Original URL: http://www.theregister.co.uk/2013/04/30/game_dev_tycoon/
Pirates scoff at games dev sim's in-game piracy lesson
Dev seeds cracked version of 'Game Dev Tycoon', watches as Pirates run rampant
Australian games developer Greenheart Games has released a cracked version of its own product – a games business simulation called “Game Dev Tycoon” – as an experiment in education of pirates and their reaction to a game that tells them their software-pinching ways are evil.
The startup outfit detailed its exploits here, explaining that “When we released our very first game … We released a cracked version of the game ourselves, minutes after opening our Store.”
That cracked version was “uploaded … to the number one torrent sharing site” where friends of the developer seeded it.
It's been in demand ever since.
But Greenheart seeded the cracked version of the game with anti-piracy messages, such as that depicted on the screen below.
An anti-piracy message baked into the game "Game Dev Tycoon"
Once players see that screen it becomes nigh-on impossible to succeed in the games development caper, with profits proving elusive even as user numbers soar. Just as happens in the real world.
Greenheart also points out, quite politely, that not paying for the game means it is unlikely the developers will bother to develop other games in future. The company even posted the following appeal in the company's forums:
“We’re just a start-up and really need your support. The game is only 7.99USD, DRM free, you get the installer for all three platforms, you can install it on up to three computers for personal use and we will give you a Steam key when and if the game is on Steam … so please obtain a legal copy and make us happy.”
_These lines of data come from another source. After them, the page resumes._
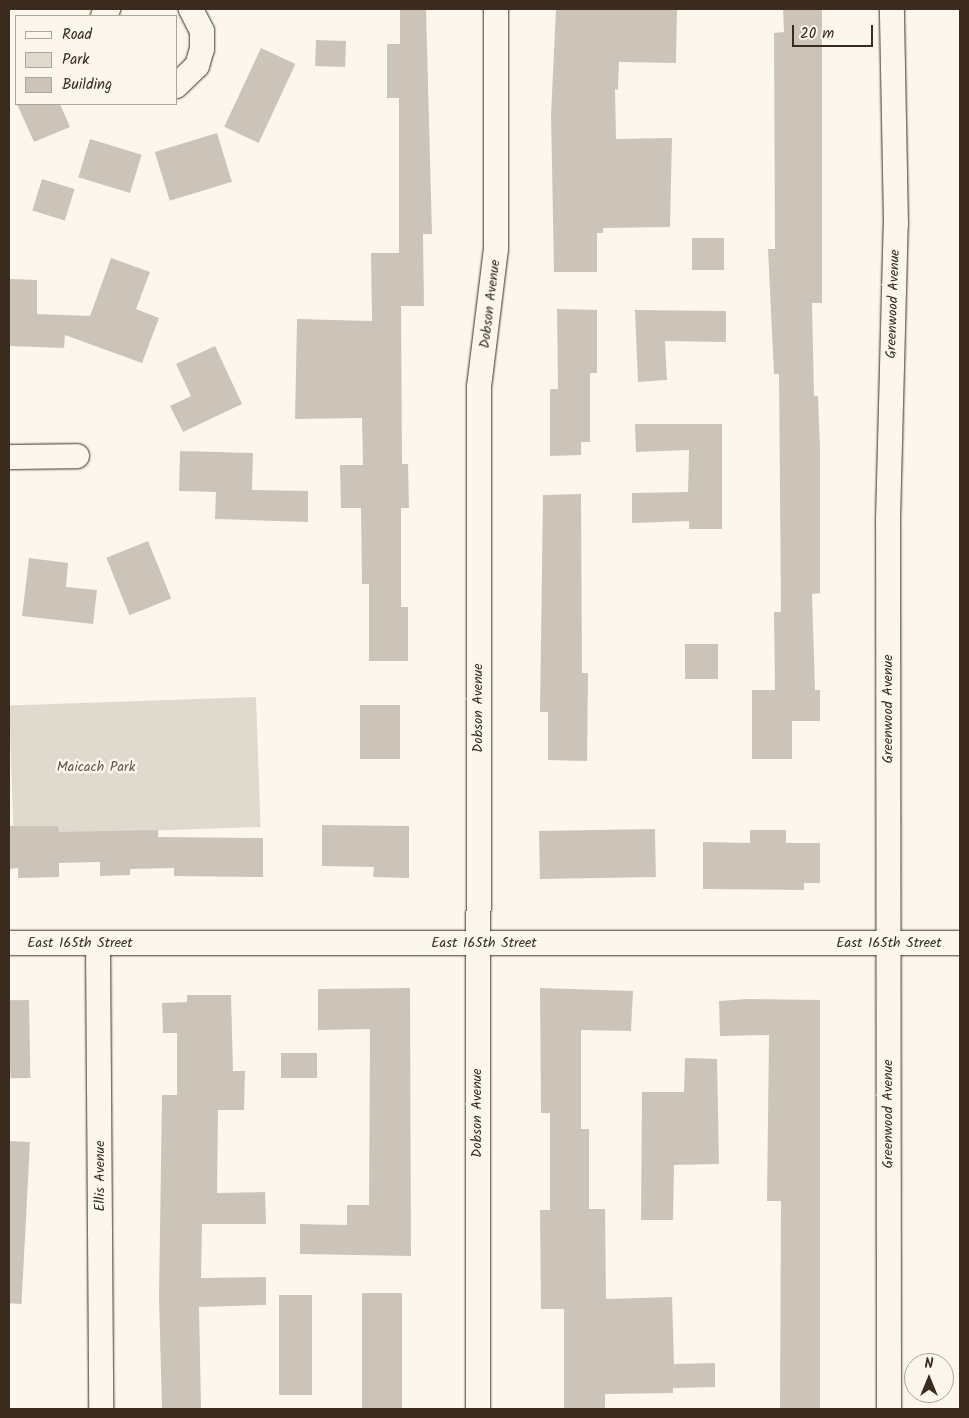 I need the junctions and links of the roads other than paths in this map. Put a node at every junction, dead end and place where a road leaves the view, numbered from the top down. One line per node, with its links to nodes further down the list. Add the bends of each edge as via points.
1 (191, 9): 4 (street, via 202,31 202,49 197,66)
2 (496, 9): 8 (street, Dobson Avenue, via 496,249 480,387)
3 (892, 9): 9 (street, Greenwood Avenue, via 896,224 888,520)
4 (178, 84)
5 (9, 456): 6 (street)
6 (77, 456)
7 (9, 943): 11 (street, East 165th Street)
8 (476, 943): 9 (street, East 165th Street); 11 (street, East 165th Street); 13 (street, Dobson Avenue)
9 (887, 943): 10 (street, East 165th Street); 14 (street, Greenwood Avenue)
10 (960, 943)
11 (98, 944): 12 (street, Ellis Avenue)
12 (102, 1409)
13 (478, 1409)
14 (889, 1409)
Sadly, these entreaties have fallen on deaf ears: just 214 people have paid for the game, while over 3,000 are happily running the cracked version, even though the latter group can't be having much fun due to the effects of all that in-game piracy.
Greenheart's Patrick Klug now feels releasing executable games is a bad idea.
“Fact is that any game can be cracked, so all you do is spend time on something that in the end just annoys your real customers while only slightly delaying the inevitable,” he writes of DRM. “The only way to protect yourself is to create an online game. I guess that’s why so many studios focus on these types of games and it’s probably a driving force to eradicate traditional single player games.